Poczekalnia Marian i Halina
Halinko, kim jest ten żywy, który wylewa
łzy nad naszym grobem?
- Nie wiem. Jak Boga kocham, pierwszy raz
chłopa widzę na oczy. Pewnie pomyliły mu
się groby.
- Ta, już groby pomylił — przecież wołał:
Halinko, skarbie, Halinko, dlaczego mi to
zrobiłaś?
- No przecież mówię, musiał się pomylić —
mało Halin tutaj leży. Marian, ty się
lepiej zastanów, jak my się dostaniemy do
środka, bo to już trochę trwa. Na pewno nas
obserwują, a ty walisz takie numery. Nie
wiem, czy ja przez ciebie tu nie siedzę.
- Jak to przeze mnie?
- Marian a co ty myślisz, że tam taki
zazdrośnik jak ty, jest potrzebny?
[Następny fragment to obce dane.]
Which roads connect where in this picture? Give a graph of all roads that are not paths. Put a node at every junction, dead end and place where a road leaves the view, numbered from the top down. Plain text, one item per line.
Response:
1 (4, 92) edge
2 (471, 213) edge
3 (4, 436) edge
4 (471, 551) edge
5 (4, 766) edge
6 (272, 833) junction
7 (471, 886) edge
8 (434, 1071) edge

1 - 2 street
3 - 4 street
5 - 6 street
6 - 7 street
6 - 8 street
To jest
niebo Marian, tam się wszyscy kochają, zero
zazdrości. Hipisi, Dzieci Kwiatów, równość,
wolna miłość — mówi ci to coś? Pewnie cię
testują Marian — uważaj.
- Halina, żeby ciebie tylko na
prawdomówność nie przetestowali, bo od razu
cię cofną na ziemie.
Na ziemie już nas nie cofną. Zobacz, pomnik
już postawiony, ciała się rozkładają — za
późno.
- A co ty Halina myślisz, że oni tu swoich
sposobów nie mają.
- Marian, nawet mnie nie strasz. Ja już bym
w życiu w to śmierdzące ciało nie weszła —
fuj. Marian, ale to uczucie — no to bez
ciała, że nic nie czujesz, to jest super
fajne. Wyobraź sobie, co tam się musi dziać
w środku. Tylko żeby się dostać. Marian
ciekawe czy dla wszystkich ta poczekalnia,
czy ktoś przeszedł bez.
- Nie wiem Halinko. Ja to się martwię, żeby
nas nie wrócili, np. pod inną postacią.
- Marian co ty wygadujesz, pod jaką
postacią?
- Tak jak u Hindusów reinkarnacja np. byłaś
złośliwa, to cię wrócą pod postacią
żmij.
- No co ty Marian, niemożliwe my jesteśmy
stworzeni na podobieństwo Boga.
- Jak to prawda Halino, to ja mu bardzo
współczuję.
Komentarze (8)
Tematyka: Życie?
Ubawiła mnie ta wizja zza grobu. A nuż tam trafimy?
Pogody...
:)))
Świetna ironia, tak poza tym, jeśli wierzyć w
reinkarnację, to on może zostać np. grzechotnikiem, a
może myszą zjedzoną przez żmiję, zatem może lepiej być
żmiją, albo np mangustą, co ze żmiją sobie poradzi,
fajnie napisane, z polotem, a co do nieba jakoś trudno
mi w nie wierzyć, tak jak i w piekło, co prawda piekło
ludzie już tu i teraz sami sobie szykują na ziemi.
Dobrego dnia życzę.
P.S tak poza tym są różne poczekalnie, też mam jeden
wiersz o niej...
A taka przejściowa poczekalnia, to ponoć czyściec, ale
żeby wiedzieć, jak to z nią jest, to musimy chwilkę
poczekać, by się dowiedzieć :)
świetny pozagrobowy dialog
Świetny pomysł i wykonanie...któż to wie, co nas
czeka...jeśli nic nie boli i jest fajnie, to mogłabym
pozostać na zawsze w poczekalni, bo i tak mi się
nigdzie dalej nie będzie spieszyć... :));) Pozdrawiam
:)
Moje uznanie za pomysł i wykonanie.
Super bajeczka na katolicka nutkę ;)
Rzeczywistość jest ciekawsza...
zawsze miło pogadać z kimś po śmierci, zamiast całkiem
tak ateistycznie umrzeć, na zawsze, na śmierć.